Oil dropped to a six-month low in New York on concern that Greece will have to exit the euro system, compounding Europe’s debt troubles and curbing fuel demand.
Futures declined 1.2 percent after German Finance Minister Wolfgang Schaeuble said that market turmoil caused by the euro- zone crisis may last two more years. Crude capped its third weekly decline as U.S. consumer confidence fell and oil supplies rose to a 22-year high. Prices are down 11 percent this quarter after climbing 4.2 percent during the previous three months.
“All of the macroeconomic news has been negative,” said Stephen Schork, president of the Schork Group in Villanova, Pennsylvania. “Oil is moving on what’s happening in Europe and what it will mean here. In February, people were afraid to sell oil and now they’re afraid to buy it.”
Crude oil for June delivery fell $1.08 to $91.48 a barrel on the New York Mercantile Exchange, the lowest settlement since Oct. 26. Prices retreated 4.8 percent this week are down 7.4 percent this year.
Brent oil for July settlement declined 35 cents, or 0.3 percent, to end the session at $107.14 a barrel on the London- based ICE Futures Europe exchange. The European benchmark closed at the lowest level since Dec. 20.
Brent’s premium to the July West Texas Intermediate contract in New York widened to $15.34 from $14.30 the day after Enbridge Inc. and Enterprise Products Partners LP said they would reverse flows on the Seaway pipeline this weekend.
The Brent contract may decline to the $99 to $100 lows seen in August and September after breaking through long-term support in the $108.50 to $109.20 area, according to a note by Stephanie Aymes, a technical analyst at Societe Generale SA in London.
Schaeuble’s comments came as Group of Eight leaders including German Chancellor Angela Merkel prepared to discuss Greece and its impact on the global economy. The G-8 meeting begins tonight at the Camp David presidential retreat in rural Maryland. The group includes the leaders of the U.S., U.K., Germany, France, Italy, Japan, Russia and Canada.
Silke Bruns, a Finance Ministry spokeswoman, said today that the German government has a duty to prepare for a potential Greek exit from the euro zone.
Greece’s credit rating was downgraded one level late yesterday by Fitch Ratings amid concern that the country won’t be able to muster the political support needed to sustain its membership in the euro area.
“It’s pretty well known that whatever happens in Europe, it’s probably going to have a negative impact on the U.S. economy,” said Jacob Correll, a commodity analyst at Summit Energy Inc. in Louisville, Kentucky. “The momentum for the global crude complex in the short term is moving lower.”

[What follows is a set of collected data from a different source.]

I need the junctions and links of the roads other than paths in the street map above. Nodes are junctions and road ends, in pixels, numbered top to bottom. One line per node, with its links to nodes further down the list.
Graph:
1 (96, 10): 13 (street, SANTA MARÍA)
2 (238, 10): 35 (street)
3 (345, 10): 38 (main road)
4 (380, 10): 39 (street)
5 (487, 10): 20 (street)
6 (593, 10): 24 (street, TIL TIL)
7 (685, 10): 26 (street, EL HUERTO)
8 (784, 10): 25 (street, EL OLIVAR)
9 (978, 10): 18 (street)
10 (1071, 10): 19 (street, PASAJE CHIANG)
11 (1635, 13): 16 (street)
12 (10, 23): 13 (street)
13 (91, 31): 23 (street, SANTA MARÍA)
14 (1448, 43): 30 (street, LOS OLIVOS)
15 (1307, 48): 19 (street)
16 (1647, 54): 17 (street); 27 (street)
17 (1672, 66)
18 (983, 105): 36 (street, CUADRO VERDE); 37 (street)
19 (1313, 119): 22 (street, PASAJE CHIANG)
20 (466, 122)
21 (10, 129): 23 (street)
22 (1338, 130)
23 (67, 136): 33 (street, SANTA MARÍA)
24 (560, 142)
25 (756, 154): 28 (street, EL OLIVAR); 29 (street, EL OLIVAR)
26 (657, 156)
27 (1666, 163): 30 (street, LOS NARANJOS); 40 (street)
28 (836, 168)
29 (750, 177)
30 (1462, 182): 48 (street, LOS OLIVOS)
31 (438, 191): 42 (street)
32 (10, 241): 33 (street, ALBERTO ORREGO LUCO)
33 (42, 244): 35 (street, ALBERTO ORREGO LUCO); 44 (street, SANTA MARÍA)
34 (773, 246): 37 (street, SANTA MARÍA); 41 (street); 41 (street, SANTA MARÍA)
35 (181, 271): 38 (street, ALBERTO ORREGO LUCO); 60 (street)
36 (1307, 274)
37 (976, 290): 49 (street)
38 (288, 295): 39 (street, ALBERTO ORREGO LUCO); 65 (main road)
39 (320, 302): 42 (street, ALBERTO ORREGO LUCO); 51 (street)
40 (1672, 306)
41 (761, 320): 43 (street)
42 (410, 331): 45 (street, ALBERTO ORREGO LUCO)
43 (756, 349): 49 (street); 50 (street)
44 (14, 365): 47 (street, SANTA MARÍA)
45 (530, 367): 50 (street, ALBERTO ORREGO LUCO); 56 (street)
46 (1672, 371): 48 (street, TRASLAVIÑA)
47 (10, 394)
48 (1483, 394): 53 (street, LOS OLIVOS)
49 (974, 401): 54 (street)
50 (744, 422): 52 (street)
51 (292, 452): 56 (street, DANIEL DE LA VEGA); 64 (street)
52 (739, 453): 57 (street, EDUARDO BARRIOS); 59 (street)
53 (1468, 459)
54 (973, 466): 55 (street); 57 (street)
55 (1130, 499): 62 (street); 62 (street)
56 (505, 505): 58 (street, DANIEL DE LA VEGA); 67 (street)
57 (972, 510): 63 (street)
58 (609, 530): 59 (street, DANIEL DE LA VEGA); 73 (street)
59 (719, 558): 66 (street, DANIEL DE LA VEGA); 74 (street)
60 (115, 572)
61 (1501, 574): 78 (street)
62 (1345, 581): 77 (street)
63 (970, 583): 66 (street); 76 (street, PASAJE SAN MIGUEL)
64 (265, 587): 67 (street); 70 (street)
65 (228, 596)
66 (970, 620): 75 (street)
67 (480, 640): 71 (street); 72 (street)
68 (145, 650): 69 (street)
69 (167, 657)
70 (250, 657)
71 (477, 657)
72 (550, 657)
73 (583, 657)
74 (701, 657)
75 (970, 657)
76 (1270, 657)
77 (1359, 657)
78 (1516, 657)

President Barack Obama called the European debt crisis an issue of “extraordinary importance” to the global economy and said that fiscal responsibility should be coupled with policies to promote growth. Obama made the comments after meeting with French President Francois Hollande at the White House, hours before they join other G-8 leaders at Camp David.
Consumer confidence in the U.S. dropped last week to the lowest level since the end of January, the New York-based Conference Board said yesterday. The Federal Reserve Bank of Philadelphia’s general economic index shrank in May, a separate report on that day showed.
U.S. crude oil supplies rose 2.13 million barrels to 381.6 million in the week ended May 11, the highest since 1990, the Energy Department said May 16. Stockpiles at Cushing, Oklahoma, the delivery point for New York futures, increased 1 million barrels to a record 45.1 million.
The reversed Seaway pipeline will initially be able to deliver 150,000 barrels a day of oil from Cushing to the Gulf Coast, relieving the supply glut in the center of the U.S. Capacity on the 500-mile (805-kilometer), 30-inch line will increase to more than 400,000 barrels a day in the first quarter of 2013, the companies said in a statement yesterday.
The fall in oil accelerated after U.S. equities dropped as Facebook Inc.’s record initial public offering failed to boost market confidence. The Standard & Poor’s 500 Index declined 0.7 percent and the Dow Jones Industrial Average fell 0.6 percent.
Prices surged to $110.55 on March 1, the highest intraday level since May 4, 2011, on concern that Western sanctions aimed at halting Iran’s nuclear program would disrupt Middle East crude shipments. Iran and the world powers broke a 15-month stalemate during talks April 14 in Istanbul. Negotiations are set to resume May 23 in Baghdad.
Obama and the other G-8 leaders will assess the impact of Iranian sanctions on oil prices, National Security Adviser Tom Donilon said yesterday. The U.S. and its allies have weighed the use of strategic oil reserves to protect the global economy as they prepare for a European Union ban on Iranian imports taking effect in July.
The International Energy Agency has no definite plan to release fuel from its emergency reserves, said David Fyfe, the head of its oil industry and markets division, at a conference in London today.
Electronic trading volume on the Nymex was 513,949 contracts as of 4:16 p.m. in New York. Volume totaled 636,371 contracts yesterday, 6.6 percent above the three-month average. Open interest was 1.54 million.